If we truly want to succeed in Iraq and in Afghanistan, we must embrace a future that is a radical break with our past. Merely changing our organizational structure is not sufficient. We must be willing to break with our past as we execute in the present and prepare for the future.
This break will require that the military move away from the "metrics" based world that was forced upon it by folks like Robert MacNamara. Success in a low level conflict is defined much more qualitatively than quantitively. Our future success will also require that the country review its grand strategy for defense. I know that many members of this group have little use for Edward Luttwak. However, I think that a perusal of his Grand Stategy of the Roman Empire might be in order. Our current defense strategy to keep the barbarians at bay by fighting them well forward of the homeland smacks of the Roman limes defensive concept. This strategy didn't work over the long haul then. By the end of the 5th Century AD, Roman had been sacked several times. I do not believe it will work any better today. And my reasons for saying so are identified in the following quotation from Foresman.
Paradigm is an overused word in the military. It is one of those terms that are trotted out whenever one wishes to convince a skeptical audience that an idea is not just the repackaging of an old one. The Army truly needs a change in thinking. Wars of the future are going to be more like the campaigns on the 19th-century American frontier and less like World War II. The Army is going to have to adapt to a new world order in which our enemies will choose not to fight us conventionally but in a manner of their choosing. In the past, our doctrine stressed getting inside the decision cycle of the enemy. Now, the enemy knows it can get inside our decision cycle. It can strike when and where it pleases and knows that our response will be predictable. Although our actions may be justifiable, words will not compensate for the images speeding through the virtually connected world.
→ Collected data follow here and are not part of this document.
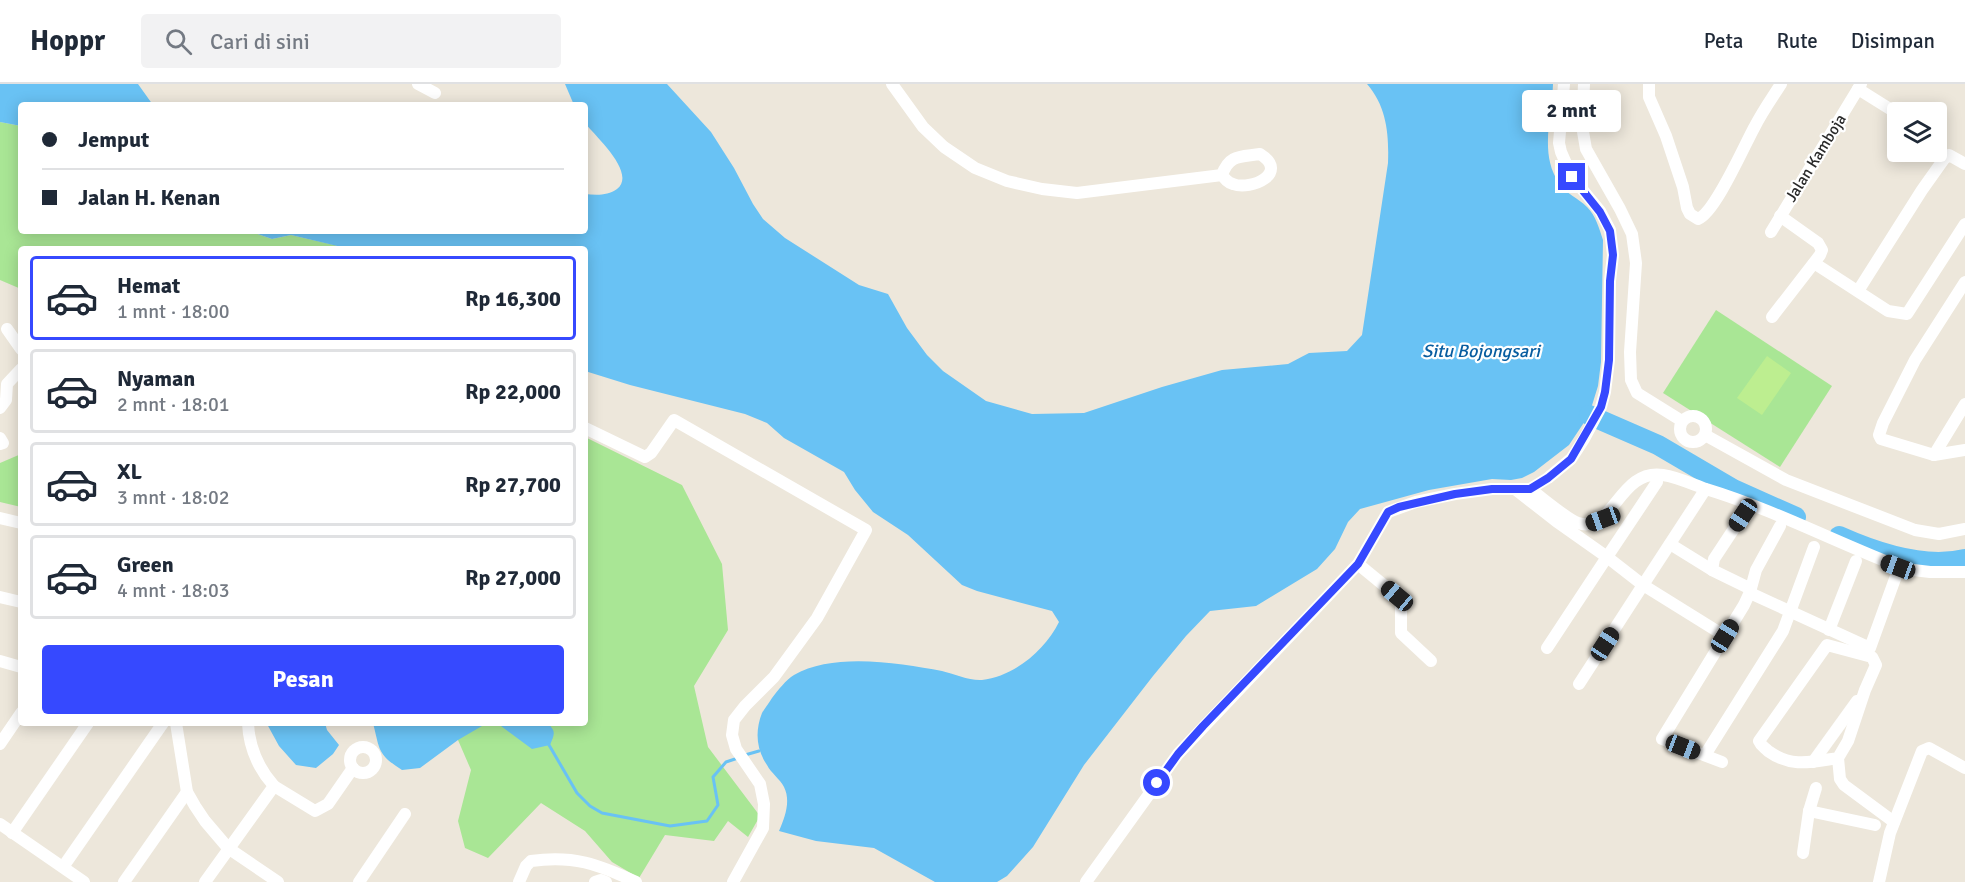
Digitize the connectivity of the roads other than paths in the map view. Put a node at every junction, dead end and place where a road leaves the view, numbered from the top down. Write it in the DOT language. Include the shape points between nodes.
graph roads {
  1 [pos="418,84"];
  2 [pos="892,84"];
  3 [pos="1564,84"];
  4 [pos="1584,84"];
  5 [pos="1649,84"];
  6 [pos="1781,84"];
  7 [pos="1860,86"];
  8 [pos="435,93"];
  9 [pos="1887,106"];
  10 [pos="1965,164"];
  11 [pos="1222,175"];
  12 [pos="1780,216"];
  13 [pos="1965,224"];
  14 [pos="1771,232"];
  15 [pos="1814,263"];
  16 [pos="1965,282"];
  17 [pos="1858,291"];
  18 [pos="1960,298"];
  19 [pos="1772,316"];
  20 [pos="7,329"];
  21 [pos="18,345"];
  22 [pos="18,372"];
  23 [pos="1965,404"];
  24 [pos="0,408"];
  25 [pos="1682,421"];
  26 [pos="588,429"];
  27 [pos="1705,435"];
  28 [pos="0,438"];
  29 [pos="0,444"];
  30 [pos="1965,450"];
  31 [pos="1934,455"];
  32 [pos="1657,482"];
  33 [pos="1515,489"];
  34 [pos="1530,489"];
  35 [pos="1703,494"];
  36 [pos="1743,515"];
  37 [pos="0,518"];
  38 [pos="18,522"];
  39 [pos="1780,526"];
  40 [pos="1965,528"];
  41 [pos="1670,544"];
  42 [pos="1814,547"];
  43 [pos="1607,557"];
  44 [pos="1856,561"];
  45 [pos="1358,564"];
  46 [pos="1712,570"];
  47 [pos="1965,572"];
  48 [pos="1896,576"];
  49 [pos="1643,585"];
  50 [pos="1751,591"];
  51 [pos="0,597"];
  52 [pos="18,601"];
  53 [pos="1789,610"];
  54 [pos="1829,630"];
  55 [pos="1725,636"];
  56 [pos="1547,648"];
  57 [pos="0,661"];
  58 [pos="1431,661"];
  59 [pos="18,666"];
  60 [pos="1580,684"];
  61 [pos="1865,690"];
  62 [pos="18,717"];
  63 [pos="86,726"];
  64 [pos="161,726"];
  65 [pos="176,726"];
  66 [pos="248,726"];
  67 [pos="0,744"];
  68 [pos="1705,755"];
  69 [pos="1838,761"];
  70 [pos="1722,762"];
  71 [pos="1813,762"];
  72 [pos="353,768"];
  73 [pos="1965,768"];
  74 [pos="274,786"];
  75 [pos="1816,788"];
  76 [pos="187,792"];
  77 [pos="1866,802"];
  78 [pos="1809,811"];
  79 [pos="405,814"];
  80 [pos="1852,820"];
  81 [pos="1893,822"];
  82 [pos="0,824"];
  83 [pos="1875,825"];
  84 [pos="12,833"];
  85 [pos="228,848"];
  86 [pos="1803,853"];
  87 [pos="63,867"];
  88 [pos="76,880"];
  89 [pos="124,882"];
  90 [pos="205,882"];
  91 [pos="278,882"];
  92 [pos="359,882"];
  93 [pos="519,882"];
  94 [pos="595,882"];
  95 [pos="606,882"];
  96 [pos="636,882"];
  97 [pos="733,882"];
  98 [pos="1086,882"];
  99 [pos="1879,882"];
  1 -- 8 [label="street"];
  2 -- 11 [label="street" via="923,127 944,147 975,168 1007,181 1077,193"];
  3 -- 34 [label="street" via="1561,152 1572,177 1610,231 1613,255 1609,360 1601,407 1584,439 1571,459"];
  4 -- 25 [label="street" via="1582,126 1586,149 1632,234 1636,263 1631,380 1637,393"];
  5 -- 6 [label="street" via="1649,98 1666,136 1687,208 1698,219 1712,206"];
  7 -- 9 [label="street"];
  7 -- 12 [label="street, Jalan Kamboja"];
  10 -- 17 [label="street" via="1949,155 1944,159"];
  12 -- 14 [label="street, Jalan Kamboja"];
  12 -- 15 [label="street" via="1821,247"];
  13 -- 17 [label="street" via="1907,314 1888,311"];
  15 -- 17 [label="street"];
  15 -- 19 [label="street"];
  16 -- 18 [label="street"];
  18 -- 31 [label="street" via="1915,360 1879,432 1881,439"];
  20 -- 21 [label="street"];
  22 -- 24 [label="street" via="7,384 6,400"];
  23 -- 31 [label="street"];
  25 -- 27 [label="street" via="1691,416 1700,418 1706,424"];
  25 -- 27 [label="street" via="1680,433 1685,440 1697,442"];
  26 -- 97 [label="street" via="645,457 674,420 866,530 817,618 774,677 734,720 736,750 760,784 764,804 763,828"];
  27 -- 40 [label="street" via="1786,480 1915,530 1939,534"];
  28 -- 29 [label="street"];
  30 -- 31 [label="street"];
  32 -- 43 [label="street"];
  33 -- 34 [label="street"];
  33 -- 43 [label="street"];
  33 -- 45 [label="street" via="1455,494 1388,512"];
  34 -- 47 [label="street" via="1578,523 1589,524 1603,519 1634,480 1663,475 1734,497 1905,569"];
  35 -- 41 [label="street"];
  36 -- 46 [label="street" via="1714,559"];
  37 -- 38 [label="street"];
  39 -- 50 [label="street" via="1756,570"];
  41 -- 46 [label="street"];
  41 -- 49 [label="street"];
  42 -- 53 [label="street"];
  43 -- 49 [label="street"];
  43 -- 56 [label="street"];
  44 -- 54 [label="street"];
  45 -- 58 [label="street" via="1401,601 1401,633"];
  45 -- 98 [label="street" via="1178,754"];
  46 -- 50 [label="street"];
  48 -- 54 [label="street" via="1870,648"];
  49 -- 55 [label="street"];
  49 -- 60 [label="street"];
  50 -- 53 [label="street"];
  50 -- 55 [label="street"];
  51 -- 52 [label="street"];
  53 -- 54 [label="street"];
  53 -- 68 [label="street" via="1783,631"];
  55 -- 68 [label="street" via="1662,739"];
  57 -- 59 [label="street"];
  61 -- 69 [label="street"];
  61 -- 71 [label="street"];
  61 -- 71 [label="street" via="1876,660 1827,645 1759,741 1782,760"];
  62 -- 67 [label="street"];
  63 -- 84 [label="street"];
  64 -- 87 [label="street"];
  65 -- 76 [label="street"];
  66 -- 74 [label="street" via="253,752"];
  68 -- 70 [label="street"];
  69 -- 71 [label="street"];
  69 -- 77 [label="street" via="1844,785"];
  72 -- 74 [label="street" via="328,804 315,811"];
  73 -- 81 [label="street" via="1929,748 1922,752"];
  74 -- 85 [label="street"];
  75 -- 78 [label="street"];
  76 -- 85 [label="street"];
  76 -- 89 [label="street"];
  77 -- 80 [label="street"];
  77 -- 81 [label="street"];
  78 -- 80 [label="street"];
  78 -- 86 [label="street"];
  79 -- 92 [label="street"];
  80 -- 83 [label="street"];
  81 -- 99 [label="street"];
  82 -- 84 [label="street"];
  84 -- 87 [label="street"];
  85 -- 90 [label="street"];
  85 -- 91 [label="street"];
  87 -- 88 [label="street"];
  93 -- 96 [label="street" via="531,861 559,858 582,861"];
  94 -- 95 [label="street"];
}
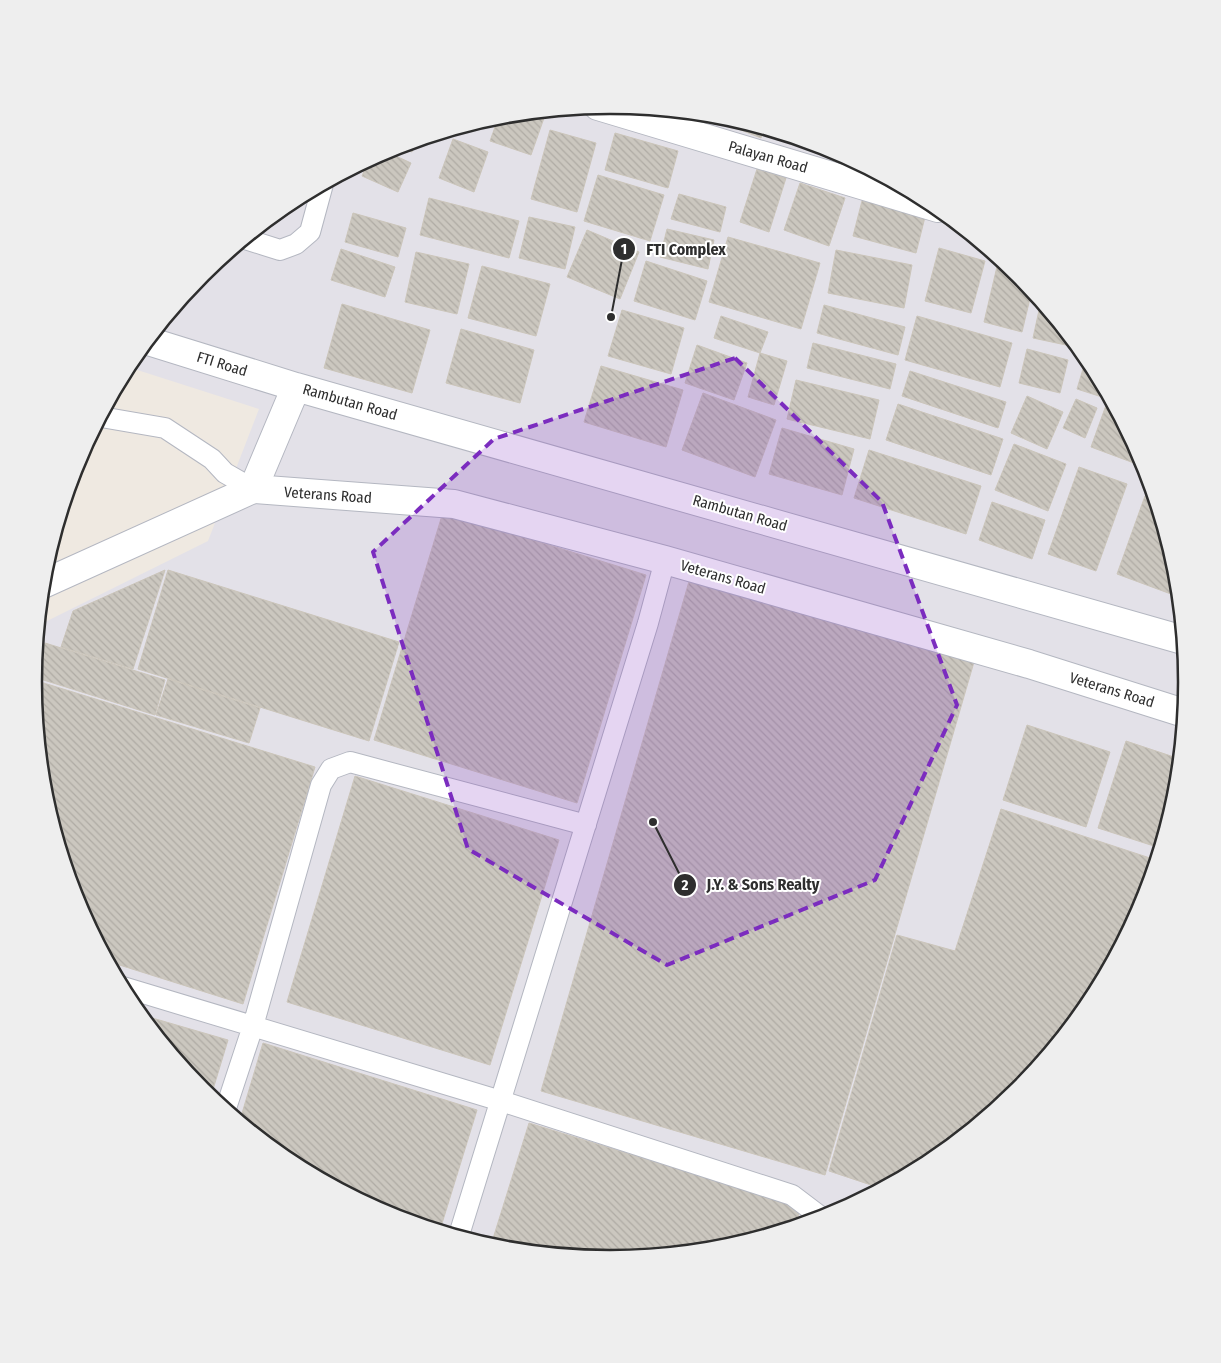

The 3rd Century barbarians showed enough agility and acumen to figure out the Roman strategy defensive and get around it. As Foresman notes, our current foes have the same, or better, abilities in this regard. (MarcT, I think the tribal wars Foresman refers to in a later restatement of the idea quoted below, are those of the early Middle Ages --e.g., Ostrogoth vs. Visigoth, Vandals vs. Gepids, etc, etc, etc.)

While this next quotation is true, I think there is another danger.
As I have mentioned, transformation is more than organizational change — it is a change to how we think of war. The greatest threats to transformation are those who would turn back the hands of time to an earlier day when the Army would concentrate on fighting major combat operations or grand wars and ignore the rest.
This other danger is that we do not look too far back in time. I suspect that the real lessons we need to learn are those of the world when there was, by and large, only one major power dominating the world stage. That would be the Roman Empire in the first few centuries AD and perhaps the British Empire in the latter half of the 19th Century.